Shelby giggled and poked him. “Guess we’ll find out.”
Quiet settled over them. They stared together out over the water and the woods beyond. Jake guessed that the Sabine River was just on the other side of the woods. He should have known from the beginning. He should have looked at the map or paid attention when Greg dropped him off the first night or when he saw the map on Airbnb. It was all right there.
“I’m losing everything.” Shelby’s voice startled him. It sounded softer, broken in the dark.
He closed his eyes, feeling the guilt like a weight crushing his chest. “I’m really sorry, Shelby.”
He had to tell her. But the cowardly, selfish part of him was too tied to this moment, her body curled into his and the feeling of protecting her. It should have been someone else, like Matt. But Jake was here and Shelby wanted him. Guilt or no guilt, he couldn’t resist her.
“It was inevitable,” she said. “I mean, I’ve been putting it off for months. Years, even. It’s probably a good thing.”
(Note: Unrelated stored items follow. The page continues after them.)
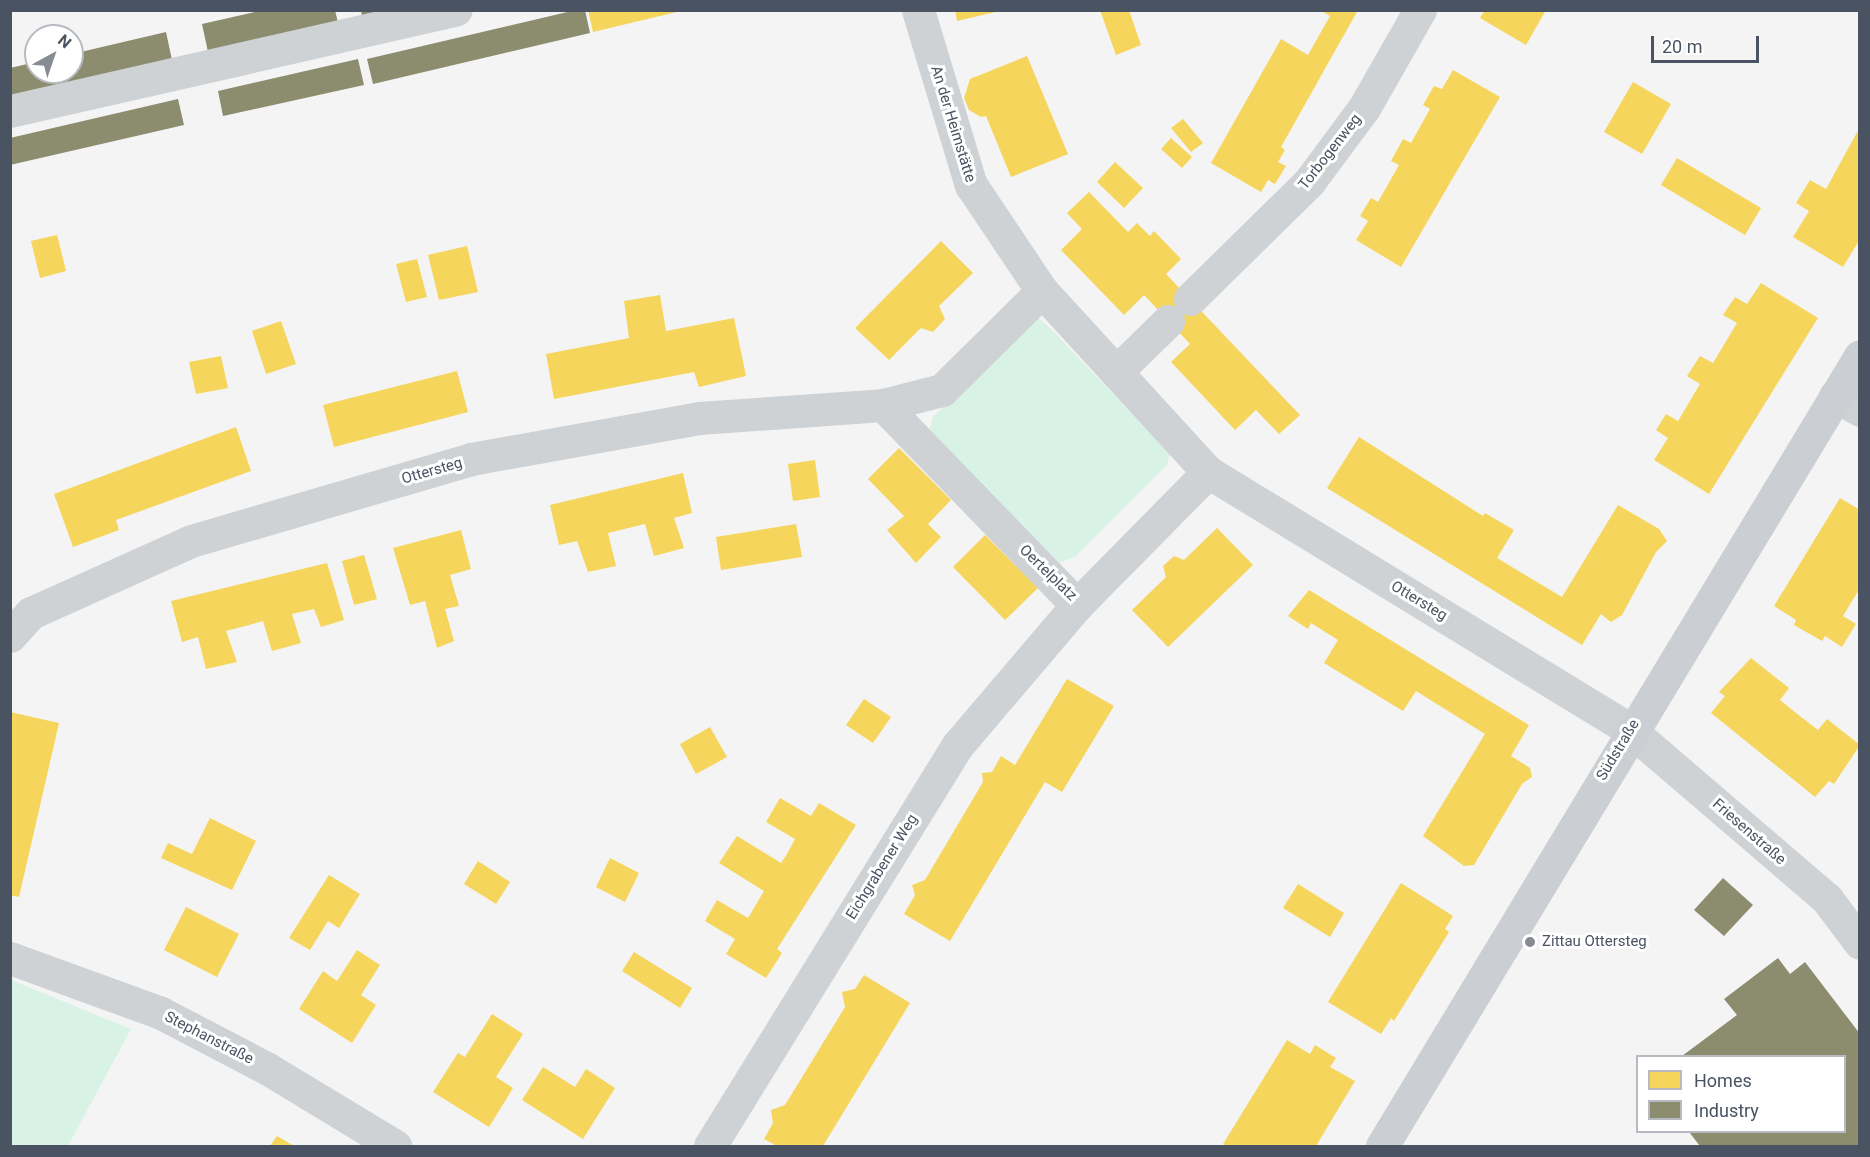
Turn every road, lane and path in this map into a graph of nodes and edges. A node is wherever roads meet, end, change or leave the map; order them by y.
1 (456, 10) edge
2 (918, 10) edge
3 (1420, 10) edge
4 (10, 111) edge
5 (1042, 291) junction
6 (1860, 356) edge
7 (1116, 372) junction
8 (1847, 403) edge
9 (884, 405) junction
10 (1208, 472) junction
11 (1077, 604) junction
12 (10, 636) edge
13 (1630, 730) junction
14 (1860, 943) edge
15 (10, 958) edge
16 (395, 1146) edge
17 (710, 1146) edge
18 (1382, 1146) edge

1 - 4 street
2 - 5 street, An der Heimstätte
3 - 7 street, Torbogenweg
5 - 7 street
5 - 9 street
6 - 8 main road, Südstraße
7 - 10 street
8 - 13 main road, Südstraße
9 - 11 street, Oertelplatz
9 - 12 street, Ottersteg
10 - 11 street, Oertelplatz
10 - 13 street, Ottersteg
11 - 17 street, Eichgrabener Weg
13 - 14 street, Friesenstraße
13 - 18 main road, Südstraße
15 - 16 street, Stephanstraße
“Good? How is it a good thing?” Jake wanted more than anything for it to be something good. For her welfare and so he wouldn’t feel badly about what he’d done. But he couldn’t picture that. This place held a magic to it, and he’d only been there a few days. She’d grown up here.
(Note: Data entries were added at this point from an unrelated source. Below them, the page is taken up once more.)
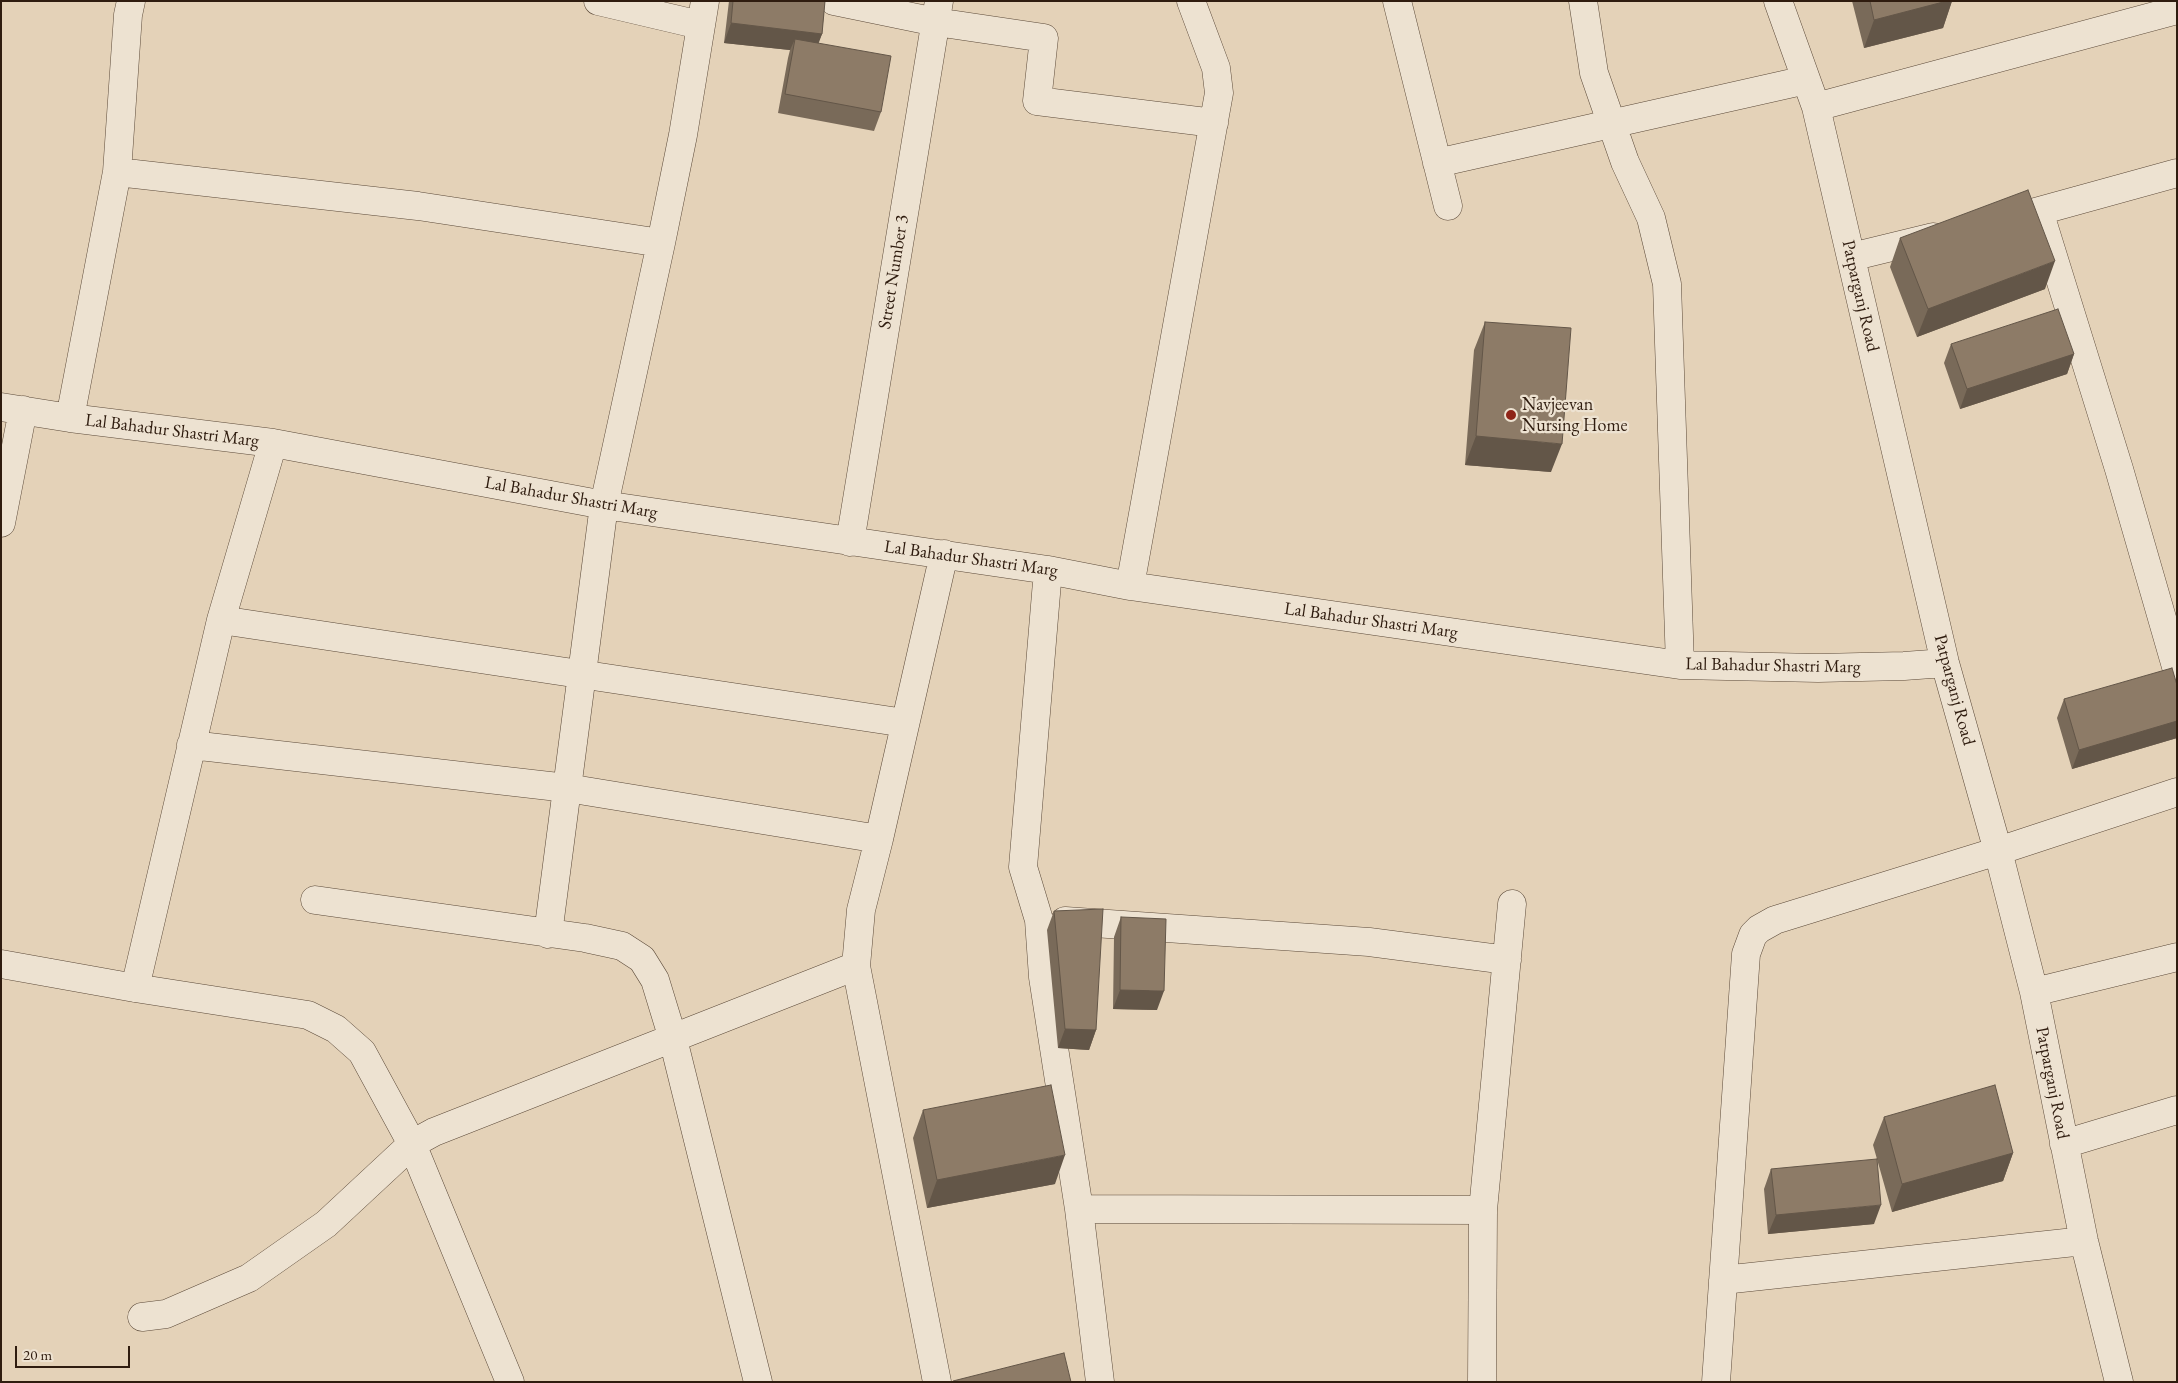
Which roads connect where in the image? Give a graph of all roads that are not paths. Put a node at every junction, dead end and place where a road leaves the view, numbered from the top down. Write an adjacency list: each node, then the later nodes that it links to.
1 (131, 1): 16 (street)
2 (598, 1): 10 (street)
3 (834, 1): 9 (street)
4 (1191, 1): 13 (street)
5 (1397, 1): 15 (street)
6 (1583, 1): 14 (street)
7 (1778, 1): 11 (street, Patparganj Road)
8 (2177, 10): 12 (street)
9 (937, 12): 13 (street); 29 (street, Street Number 3)
10 (702, 13): 22 (street)
11 (1806, 80): 12 (street, Patparganj Road); 14 (street)
12 (1816, 107): 23 (street, Patparganj Road)
13 (1214, 123): 32 (street)
14 (1612, 124): 15 (street); 35 (street)
15 (1437, 163): 18 (street)
16 (117, 172): 22 (street); 25 (street)
17 (2177, 173): 19 (street)
18 (1448, 206)
19 (2039, 211): 20 (street); 36 (street)
20 (1992, 223)
21 (1954, 232): 23 (street)
22 (661, 244): 27 (street)
23 (1851, 257): 34 (street, Patparganj Road)
24 (12, 409): 25 (street, Lal Bahadur Shastri Marg); 28 (street)
25 (70, 418): 26 (street, Lal Bahadur Shastri Marg)
26 (273, 443): 27 (street, Lal Bahadur Shastri Marg); 33 (street)
27 (604, 505): 29 (street, Lal Bahadur Shastri Marg); 37 (street)
28 (1, 522)
29 (850, 542): 30 (street, Lal Bahadur Shastri Marg)
30 (944, 554): 31 (street, Lal Bahadur Shastri Marg); 38 (street)
31 (1048, 570): 32 (street, Lal Bahadur Shastri Marg); 46 (street)
32 (1130, 586): 35 (street, Lal Bahadur Shastri Marg)
33 (221, 620): 37 (street); 39 (street)
34 (1945, 663): 35 (street, Lal Bahadur Shastri Marg); 43 (street, Patparganj Road)
35 (1680, 665)
36 (2177, 670)
37 (583, 674): 38 (street); 40 (street)
38 (905, 723): 42 (street)
39 (191, 745): 40 (street); 52 (street)
40 (567, 788): 42 (street); 47 (street)
41 (2177, 792): 43 (street)
42 (879, 839): 51 (street)
43 (1998, 851): 53 (street, Patparganj Road); 61 (street)
44 (315, 900): 47 (street)
45 (1512, 904): 49 (street)
46 (1039, 920): 49 (street); 58 (street)
47 (548, 934): 54 (street)
48 (2177, 957): 53 (street)
49 (1507, 960): 59 (street)
50 (1, 964): 52 (street)
51 (856, 966): 54 (street); 65 (street)
52 (135, 988): 56 (street)
53 (2034, 992): 57 (street, Patparganj Road)
54 (673, 1039): 56 (street); 64 (street)
55 (2177, 1110): 57 (street)
56 (412, 1144): 62 (street); 63 (street)
57 (2064, 1144): 60 (street, Patparganj Road)
58 (1079, 1209): 59 (street); 66 (street)
59 (1483, 1210): 67 (street)
60 (2084, 1241): 61 (street); 69 (street, Patparganj Road)
61 (1723, 1280): 68 (street)
62 (142, 1317)
63 (510, 1382)
64 (758, 1382)
65 (937, 1382)
66 (1100, 1382)
67 (1482, 1382)
68 (1716, 1382)
69 (2120, 1382)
Shelby sighed and then waved her arm over the lake and toward the house. “This isn’t…sustainable. I’ve been living on borrowed time for a long time now. I can’t afford the payments and this is too much for me to keep and to keep Daddy too. The house is falling apart. I can’t fix it or pay someone. I can’t keep relying on Matt to keep it up and I don’t know how to do some of the things myself. The bank is just forcing my hand. If it hadn’t, I’d just keep on doing this. Spinning my wheels. But this isn’t working.”
“What will you do?”
“That’s the million-dollar question. Or the one-hundred-seventy-eight thousand-dollar question, since that’s what they’re giving me for the property.”